Action item -
Go to the line with "middle pip: (845, 526)" in the entries below and write out every line from there through the line with "middle mcp: (200, 137)", exactly and without pictures.

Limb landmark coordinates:
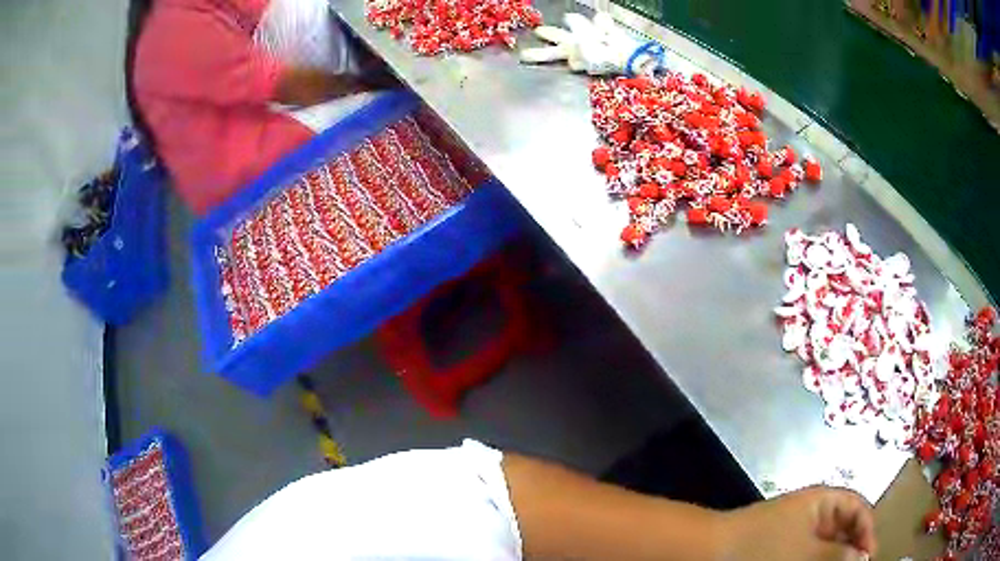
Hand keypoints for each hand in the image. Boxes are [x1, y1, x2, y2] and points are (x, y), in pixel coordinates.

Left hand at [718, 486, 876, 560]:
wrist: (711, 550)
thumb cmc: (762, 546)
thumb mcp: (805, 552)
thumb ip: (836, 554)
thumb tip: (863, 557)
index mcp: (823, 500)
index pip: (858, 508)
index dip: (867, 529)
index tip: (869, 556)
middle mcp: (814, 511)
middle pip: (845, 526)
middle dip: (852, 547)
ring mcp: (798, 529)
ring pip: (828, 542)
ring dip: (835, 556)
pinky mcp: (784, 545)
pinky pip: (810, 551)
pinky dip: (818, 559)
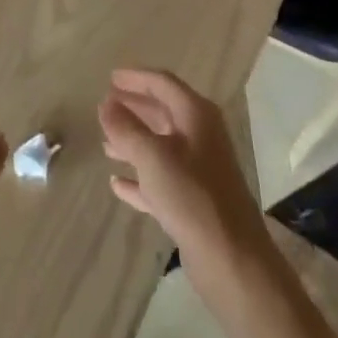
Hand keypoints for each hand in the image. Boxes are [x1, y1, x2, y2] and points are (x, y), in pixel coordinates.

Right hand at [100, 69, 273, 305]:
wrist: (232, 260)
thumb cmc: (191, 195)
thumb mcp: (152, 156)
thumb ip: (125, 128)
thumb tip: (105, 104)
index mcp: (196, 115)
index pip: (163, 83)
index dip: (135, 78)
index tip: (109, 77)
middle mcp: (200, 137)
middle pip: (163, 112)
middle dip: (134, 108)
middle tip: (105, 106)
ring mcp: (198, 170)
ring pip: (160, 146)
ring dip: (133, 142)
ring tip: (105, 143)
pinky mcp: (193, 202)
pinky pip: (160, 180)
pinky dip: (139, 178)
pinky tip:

Result of the task -
middle pip: (845, 526)
middle dip: (852, 547)
ring mcp: (798, 529)
ring pip: (828, 542)
ring dip: (835, 556)
pinky mcp: (784, 545)
pinky pip: (810, 551)
pinky dip: (818, 559)
Hand keypoints for each hand in the image. Boxes are [x1, y1, x2, y2] and points are (x, y), in pixel coordinates.

Right hand at [100, 69, 273, 305]:
wrist: (232, 260)
thumb cmc: (191, 195)
thumb mcp: (152, 156)
thumb ip: (125, 128)
thumb tip: (105, 104)
index mcp: (196, 115)
index pip: (163, 83)
index dip: (135, 78)
index tip: (109, 77)
middle mcp: (200, 137)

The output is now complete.